— Task input —
--------------------------------

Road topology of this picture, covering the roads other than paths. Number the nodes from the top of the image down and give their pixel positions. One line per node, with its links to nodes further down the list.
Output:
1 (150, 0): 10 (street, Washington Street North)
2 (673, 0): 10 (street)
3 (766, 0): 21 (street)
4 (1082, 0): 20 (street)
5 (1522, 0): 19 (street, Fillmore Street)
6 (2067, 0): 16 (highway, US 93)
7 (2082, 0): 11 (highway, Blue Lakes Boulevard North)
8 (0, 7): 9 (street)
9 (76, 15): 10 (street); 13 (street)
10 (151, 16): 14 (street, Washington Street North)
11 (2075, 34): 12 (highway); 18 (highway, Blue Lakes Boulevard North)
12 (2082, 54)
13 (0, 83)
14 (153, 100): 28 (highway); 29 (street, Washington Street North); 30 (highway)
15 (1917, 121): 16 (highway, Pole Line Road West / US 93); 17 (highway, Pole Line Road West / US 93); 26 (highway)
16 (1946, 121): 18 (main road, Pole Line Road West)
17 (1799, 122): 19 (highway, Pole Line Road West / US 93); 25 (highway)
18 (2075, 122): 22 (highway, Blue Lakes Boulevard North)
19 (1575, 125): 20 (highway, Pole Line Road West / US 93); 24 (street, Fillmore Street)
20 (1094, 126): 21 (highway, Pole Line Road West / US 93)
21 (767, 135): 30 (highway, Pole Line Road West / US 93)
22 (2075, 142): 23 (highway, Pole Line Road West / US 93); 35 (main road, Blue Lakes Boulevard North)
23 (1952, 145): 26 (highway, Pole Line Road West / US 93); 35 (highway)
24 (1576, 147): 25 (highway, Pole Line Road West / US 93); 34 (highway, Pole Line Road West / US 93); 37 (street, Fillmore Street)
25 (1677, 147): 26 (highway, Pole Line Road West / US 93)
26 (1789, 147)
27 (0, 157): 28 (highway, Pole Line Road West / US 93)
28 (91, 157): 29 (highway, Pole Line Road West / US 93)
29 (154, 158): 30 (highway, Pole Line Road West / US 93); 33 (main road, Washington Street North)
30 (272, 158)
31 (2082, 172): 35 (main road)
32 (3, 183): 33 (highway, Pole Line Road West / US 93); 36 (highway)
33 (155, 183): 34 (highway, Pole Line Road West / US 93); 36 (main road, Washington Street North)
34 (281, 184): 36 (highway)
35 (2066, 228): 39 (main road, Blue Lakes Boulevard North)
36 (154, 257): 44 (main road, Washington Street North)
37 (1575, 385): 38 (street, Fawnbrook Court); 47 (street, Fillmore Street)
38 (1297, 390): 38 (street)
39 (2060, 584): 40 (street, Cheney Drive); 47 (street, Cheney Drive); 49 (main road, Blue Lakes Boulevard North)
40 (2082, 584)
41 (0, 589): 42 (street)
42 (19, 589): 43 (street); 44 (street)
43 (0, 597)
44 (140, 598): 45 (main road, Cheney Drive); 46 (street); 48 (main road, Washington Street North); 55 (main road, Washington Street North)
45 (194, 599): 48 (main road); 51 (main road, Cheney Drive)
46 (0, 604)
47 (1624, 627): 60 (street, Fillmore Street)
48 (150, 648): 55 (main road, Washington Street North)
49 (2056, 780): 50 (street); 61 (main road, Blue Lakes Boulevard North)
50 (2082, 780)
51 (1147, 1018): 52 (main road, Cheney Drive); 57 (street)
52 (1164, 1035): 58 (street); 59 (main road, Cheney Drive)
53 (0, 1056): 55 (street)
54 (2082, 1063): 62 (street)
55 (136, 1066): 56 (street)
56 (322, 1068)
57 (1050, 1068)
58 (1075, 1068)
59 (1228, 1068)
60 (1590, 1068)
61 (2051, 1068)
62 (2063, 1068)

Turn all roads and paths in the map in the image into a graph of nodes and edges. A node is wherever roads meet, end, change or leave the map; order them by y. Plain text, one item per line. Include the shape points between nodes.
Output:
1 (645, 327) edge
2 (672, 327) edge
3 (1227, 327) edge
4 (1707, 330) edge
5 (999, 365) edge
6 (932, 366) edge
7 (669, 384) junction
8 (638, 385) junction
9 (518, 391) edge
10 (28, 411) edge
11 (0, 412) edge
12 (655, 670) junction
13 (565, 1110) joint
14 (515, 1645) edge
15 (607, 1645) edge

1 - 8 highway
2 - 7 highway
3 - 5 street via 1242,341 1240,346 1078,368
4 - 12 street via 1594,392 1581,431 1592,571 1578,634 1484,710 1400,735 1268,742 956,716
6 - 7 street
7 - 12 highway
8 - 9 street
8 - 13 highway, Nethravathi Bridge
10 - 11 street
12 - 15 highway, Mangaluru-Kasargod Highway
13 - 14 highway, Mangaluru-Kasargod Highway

--------------------------------

Where a line of the data includes the string "Lakes", list that line.

— Task response —
7 (2082, 0): 11 (highway, Blue Lakes Boulevard North)
11 (2075, 34): 12 (highway); 18 (highway, Blue Lakes Boulevard North)
18 (2075, 122): 22 (highway, Blue Lakes Boulevard North)
22 (2075, 142): 23 (highway, Pole Line Road West / US 93); 35 (main road, Blue Lakes Boulevard North)
35 (2066, 228): 39 (main road, Blue Lakes Boulevard North)
39 (2060, 584): 40 (street, Cheney Drive); 47 (street, Cheney Drive); 49 (main road, Blue Lakes Boulevard North)
49 (2056, 780): 50 (street); 61 (main road, Blue Lakes Boulevard North)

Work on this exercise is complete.